Small Property Owner Rips SJ Housing Dept’s Misconceived COPA Program

Negotiations continue about a bizarre, proposed city regulation that would privilege nonprofit buyers in the local housing market (COPA). But local small housing provider Dean Hotop provides a bracing analysis which suggests that the curious proposal would likely defeat its stated purpose, and in fact make local housing even more expensive and unaffordable.

Five Reasons to Oppose COPA (Or Maybe Not??)

by Dean Hotop

#1: It's Absolutely, Positively Unnecessary
There are absolutely zero existing barriers preventing a non-profit organization from making an open market offer on a for-sale multifamily property today – none! There is also nothing stopping them from making an unsolicited offer to the owner of an unlisted property either – absolutely, positively nothing!
They are free to operate in the free market, just like any other purchaser of property.

We can even go one step further, if COPA’s purpose is to create a greater good, or benefit, for all of SJ (if not, why pass it?), then there is another way to accomplish the same thing. The City has the power of eminent domain to force the sale of properties, at full market value, to non-profits. (Note: See SCOTUS ruling in Kelo v City of New London) Start with the properties which generate the highest workload for Code Enforcement and kill two birds with one stone!

There is nothing in the SJ Housing Department’s proposal which counters this or supports an alternate thesis. COPA is simply unnecessary to further the goals of creating affordable housing, under the guise of converting existing housing to deed-restricted, low-income housing

#2: COPA is NOT Creating New Affordable Housing
COPA does neither of the following: a) create new housing, b) create net affordable housing. No new housing will be built and while it will make existing housing more affordable for some, it will simultaneously make other existing housing LESS affordable for others.

COPA converts existing market rate housing, available to anyone/anytime and converts it into low-income housing, forever. There are approximately 39,000 class C apartment (rent-controlled) units in SJ, available at rates 20-30% below Class A units. Young, middle-class renters who want a nice place to live, but don’t need the expensive class A amenities, often wisely choose class C properties as they toil away and save for homeownership. Converting these units to deed-restricted, low-income units will disqualify those renters, reducing the number of units available and forcing them into expensive class A units, eroding their ability to save for eventual home ownership.

COPA is good for some renters and terrible for others. This is creating a greater class divide and that should not be the objective of those who spend taxpayer funds.

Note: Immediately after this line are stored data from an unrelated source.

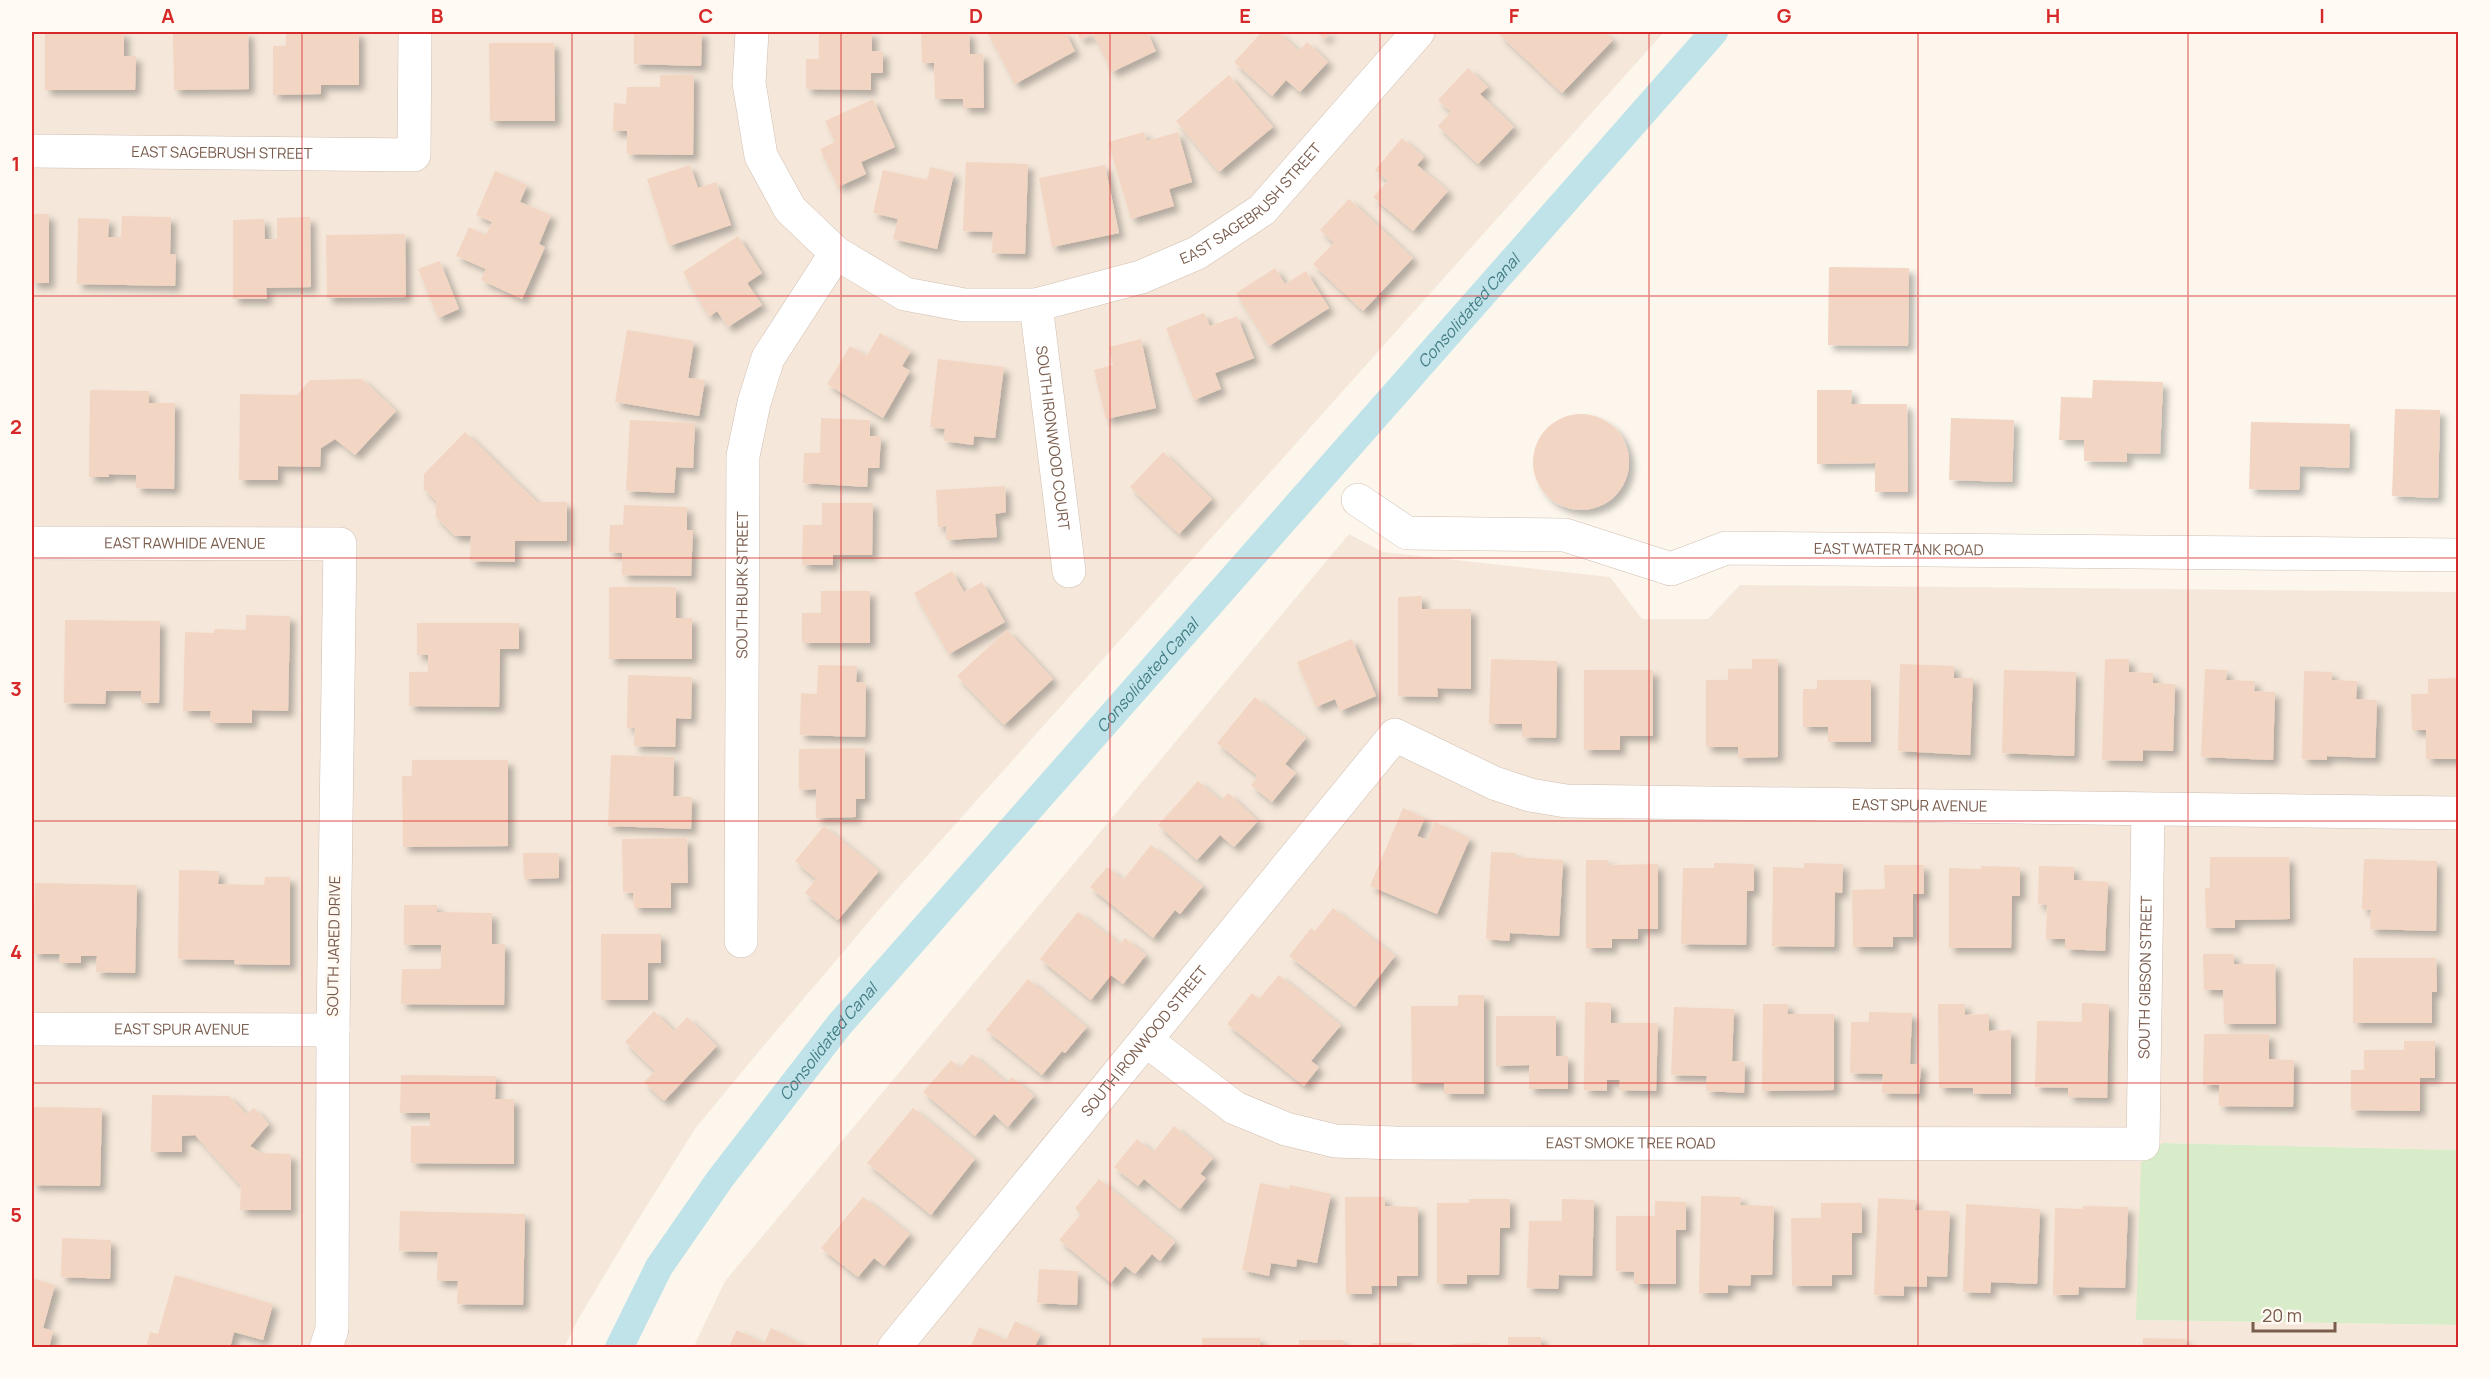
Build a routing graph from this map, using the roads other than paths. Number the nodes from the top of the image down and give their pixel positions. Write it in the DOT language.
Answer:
graph roads {
  1 [pos="415,32"];
  2 [pos="752,32"];
  3 [pos="1418,32"];
  4 [pos="32,151"];
  5 [pos="836,253"];
  6 [pos="1036,305"];
  7 [pos="1358,500"];
  8 [pos="32,543"];
  9 [pos="340,544"];
  10 [pos="2458,555"];
  11 [pos="1069,571"];
  12 [pos="1395,735"];
  13 [pos="2148,810"];
  14 [pos="2458,813"];
  15 [pos="741,942"];
  16 [pos="32,1029"];
  17 [pos="333,1030"];
  18 [pos="1147,1041"];
  19 [pos="2143,1144"];
  20 [pos="326,1347"];
  21 [pos="894,1347"];
  1 -- 4 [label="street, EAST SAGEBRUSH STREET"];
  2 -- 5 [label="street"];
  3 -- 6 [label="street, EAST SAGEBRUSH STREET"];
  5 -- 6 [label="street"];
  5 -- 15 [label="street, SOUTH BURK STREET"];
  6 -- 11 [label="street, SOUTH IRONWOOD COURT"];
  7 -- 10 [label="street, EAST WATER TANK ROAD"];
  8 -- 9 [label="street, EAST RAWHIDE AVENUE"];
  9 -- 17 [label="street, SOUTH JARED DRIVE"];
  12 -- 13 [label="street, EAST SPUR AVENUE"];
  12 -- 18 [label="street, SOUTH IRONWOOD STREET"];
  13 -- 14 [label="street, EAST SPUR AVENUE"];
  13 -- 19 [label="street, SOUTH GIBSON STREET"];
  16 -- 17 [label="street, EAST SPUR AVENUE"];
  17 -- 20 [label="street, SOUTH JARED DRIVE"];
  18 -- 19 [label="street, EAST SMOKE TREE ROAD"];
  18 -- 21 [label="street, SOUTH IRONWOOD STREET"];
}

#3: This is NOT What Taxpayers Wanted
Speaking of taxpayer funds…. Local taxpayers voted for Measure E in SJ and Measure A in Santa Clara County to create affordable housing, solve the homeless crisis and create a cleaner, safer, better housing environment for all. They did not vote to have their hard-earned money taken to simply transfer ownership of existing housing units from one entity to another. COPA does not give taxpayers a return on their investment, it just helps out well-connected NPO Directors by giving them more assets under management, larger staffs, larger budgets and a larger Director salary – all on the taxpayer’s dime. No wonder it’s a natural career path for former housing department employees! COPA is a grift and that is NOT what taxpayers voted for. They voted for results! COPA does not deliver.

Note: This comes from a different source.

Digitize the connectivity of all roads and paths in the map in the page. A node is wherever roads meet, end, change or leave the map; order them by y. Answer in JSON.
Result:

#4: COPA Creates a Long-Term Tax Revenue Problem
When a NPO takes ownership of a property, that property becomes exempt from paying property taxes (and a host of other city fees, to boot!). Twenty years from now, maybe even 10 years, we will see the compounding effect of these lost revenues as hundreds or thousands of housing units no longer generate property tax revenues for the county, schools & the City of San Jose. We will lose that compounding annual 2% increase in base value ALONG with the dramatic step up in base values in foregone future sales of those properties.
20 years from now, if COPA is wildly “successful” at its mission of converting private property to ‘quasi-public’ property, 100’s of millions of dollars of property tax revenue will have evaporated – gone forever.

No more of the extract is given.